I've never really thought of any interesting projects to do with it. Anyone know of anything?

kown7 12/23/2025||
That was my point as well: what can't you do with a uC or RPi?

It feels the use cases are dwindling and eaten by ASICs and uC

ab71e5 12/23/2025|||
I knew someone who created a mandelbrot set viewer that would display over an VGA port, you had a game controller to move around and zoom into it. Something like that?
pythonguython 12/23/2025||
Anything RF
octoberfranklin 12/23/2025||
The problem is that FPGA companies don't see themselves as chip companies.

They see themselves as CAD software companies. The chip is just a copy-protection dongle.

poslathian 12/23/2025|
Pushing 20 years in industry and this is the best take I’ve heard
rcxdude 12/23/2025||
FPGA toolchains certainly could do with being pulled out of the gutter but I don't think that alone will lead to much of a renaissance for them. Almost definitionally they're for niches: applications which need something weird in hardware but aren't big enough to demand dedicated silicon, because the flexibility of FPGAs comes at a big cost in die area (read:price), power, and speed.
juliangmp 12/23/2025||
> I once hoped things would improve when Xilinx launched the Zynq line, combining a processor with FPGA fabric. Instead, the accompanying tools were so unusable that they made things worse, pushing developers even further away.

I once tried to use Xilinx' Vitis (2025) to make a small-ish piece of software running on such a Zynq chip. After wrestling with it* for like 5 weeks, me and my colleagues decided to ditch the entire Xilinx suite entirely and just pick a compiler and make a bare-metal binary with it. The FPGA part is done by a separate team of course, so us traditional software devs can stick with decent tools. We actually opted for a Rust toolchain and I'm extremely glad we did this, despite the additional time it took.

I don't know how my FPGA colleagues work with the proprietary toolchains and not go insane.

*The IDE is effectively a wrapper with a custom python API around cmake and gcc.

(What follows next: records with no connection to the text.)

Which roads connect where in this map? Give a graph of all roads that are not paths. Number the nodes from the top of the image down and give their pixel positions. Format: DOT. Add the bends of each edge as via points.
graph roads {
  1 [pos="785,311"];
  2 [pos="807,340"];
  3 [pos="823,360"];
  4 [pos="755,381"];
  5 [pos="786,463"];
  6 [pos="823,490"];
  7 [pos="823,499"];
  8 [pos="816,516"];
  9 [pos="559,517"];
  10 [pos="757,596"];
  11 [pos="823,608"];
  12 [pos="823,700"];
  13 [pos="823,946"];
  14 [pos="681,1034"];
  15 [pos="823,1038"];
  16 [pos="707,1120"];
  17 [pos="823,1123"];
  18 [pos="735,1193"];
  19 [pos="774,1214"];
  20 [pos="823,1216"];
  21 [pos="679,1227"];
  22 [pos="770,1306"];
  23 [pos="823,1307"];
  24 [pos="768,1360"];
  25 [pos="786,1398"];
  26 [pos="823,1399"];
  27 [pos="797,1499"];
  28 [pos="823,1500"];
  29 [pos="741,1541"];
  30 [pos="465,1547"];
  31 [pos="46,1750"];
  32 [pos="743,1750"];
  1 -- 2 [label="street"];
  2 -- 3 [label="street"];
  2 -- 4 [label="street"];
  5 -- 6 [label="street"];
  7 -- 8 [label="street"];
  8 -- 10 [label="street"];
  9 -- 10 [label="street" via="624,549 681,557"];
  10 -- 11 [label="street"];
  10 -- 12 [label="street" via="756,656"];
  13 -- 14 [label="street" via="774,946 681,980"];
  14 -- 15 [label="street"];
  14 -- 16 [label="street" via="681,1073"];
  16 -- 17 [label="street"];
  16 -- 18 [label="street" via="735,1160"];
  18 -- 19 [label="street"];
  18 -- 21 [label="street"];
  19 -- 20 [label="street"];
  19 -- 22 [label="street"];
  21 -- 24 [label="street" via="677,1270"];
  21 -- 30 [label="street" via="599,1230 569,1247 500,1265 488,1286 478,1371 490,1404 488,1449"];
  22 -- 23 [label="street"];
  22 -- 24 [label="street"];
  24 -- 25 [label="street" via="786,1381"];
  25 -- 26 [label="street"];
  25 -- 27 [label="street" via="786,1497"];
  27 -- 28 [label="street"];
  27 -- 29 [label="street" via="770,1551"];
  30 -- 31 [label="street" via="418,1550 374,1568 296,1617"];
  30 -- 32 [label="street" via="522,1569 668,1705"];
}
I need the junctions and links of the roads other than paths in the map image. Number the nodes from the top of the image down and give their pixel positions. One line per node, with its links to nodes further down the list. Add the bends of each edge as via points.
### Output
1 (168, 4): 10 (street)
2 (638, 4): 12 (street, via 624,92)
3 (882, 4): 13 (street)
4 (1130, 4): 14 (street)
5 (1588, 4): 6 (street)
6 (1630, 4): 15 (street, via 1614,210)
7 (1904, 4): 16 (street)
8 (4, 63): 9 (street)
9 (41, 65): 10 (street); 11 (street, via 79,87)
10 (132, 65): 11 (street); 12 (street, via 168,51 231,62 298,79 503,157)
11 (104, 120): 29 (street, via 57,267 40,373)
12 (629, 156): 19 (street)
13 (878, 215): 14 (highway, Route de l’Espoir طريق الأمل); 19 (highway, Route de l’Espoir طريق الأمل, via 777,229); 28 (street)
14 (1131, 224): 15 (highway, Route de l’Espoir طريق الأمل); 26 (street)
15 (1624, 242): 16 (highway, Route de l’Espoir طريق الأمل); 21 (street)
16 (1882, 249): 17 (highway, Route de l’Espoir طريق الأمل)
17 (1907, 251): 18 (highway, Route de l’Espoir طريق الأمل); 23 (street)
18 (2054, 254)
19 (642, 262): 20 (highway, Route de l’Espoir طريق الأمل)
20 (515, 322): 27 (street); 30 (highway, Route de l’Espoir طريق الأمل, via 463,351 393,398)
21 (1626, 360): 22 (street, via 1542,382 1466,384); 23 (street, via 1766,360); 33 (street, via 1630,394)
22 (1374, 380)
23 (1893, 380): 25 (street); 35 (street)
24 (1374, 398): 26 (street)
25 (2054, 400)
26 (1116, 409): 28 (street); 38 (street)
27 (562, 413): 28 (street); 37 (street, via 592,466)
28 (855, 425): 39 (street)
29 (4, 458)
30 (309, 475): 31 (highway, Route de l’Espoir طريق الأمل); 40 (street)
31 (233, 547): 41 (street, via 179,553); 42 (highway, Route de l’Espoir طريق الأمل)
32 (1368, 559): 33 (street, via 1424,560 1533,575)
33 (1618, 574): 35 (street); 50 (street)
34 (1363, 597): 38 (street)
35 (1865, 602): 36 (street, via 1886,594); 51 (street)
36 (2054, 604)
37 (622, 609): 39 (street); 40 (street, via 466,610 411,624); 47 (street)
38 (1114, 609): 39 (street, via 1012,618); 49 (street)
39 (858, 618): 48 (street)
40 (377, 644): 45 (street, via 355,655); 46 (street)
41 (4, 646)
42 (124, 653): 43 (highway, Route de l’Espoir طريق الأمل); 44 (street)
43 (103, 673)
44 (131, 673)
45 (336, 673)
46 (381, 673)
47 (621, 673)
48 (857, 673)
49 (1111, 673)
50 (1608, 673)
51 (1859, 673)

It's not very well written cmake and I also don't know how they configure the linker that it does the weird things it does.

Peteragain 12/23/2025||
Programming languages were originally designed by mathematicians based on a Turing machine. A modern language for FPGAs is a challenge for theoretical computer science, but we should keep computer literate researchers away from it. This is a call out to hard core maths heads to think about how we should think about parallelism and what FPGA hardware can do.
Ericson2314 12/23/2025|
https://clash-lang.org/ we've already done the research! Circuits are just functional programming (the vast majority of the time).

We just need the toolchains to be opened up.

bgnn 12/23/2025||
I don't get the VHDL or Verilog hate. Digital IC design engineers have no problem with them. True, most of the industry moved to SystemVerilog, mainly for simulation and verification reasons.

It's the weirdnesses of FPGAs though. You aren't really designing a gate level circuit at the end. I'm not sure Verilog or VHDL are to blame here. Maybe they aren't fit for purpose to begin with. I hate the toolchains too. They got worse (sluggish, more paid IPs etc) in the last 15 years. IC design tools cost A LOT more (like 2-3 orders of magnitude more) comparatively but they just work at least!

strfry 12/23/2025|
Neat, but we've been in the same situation for a while. A couple years back, I wrote a tutorial for using an open source stack with the Nandland Go FPGA board: a simple Lattice board. This was because the FPGA book I bought from No Starch required Windows (shock and horror). This was 2023. Now we're coming up into 2026?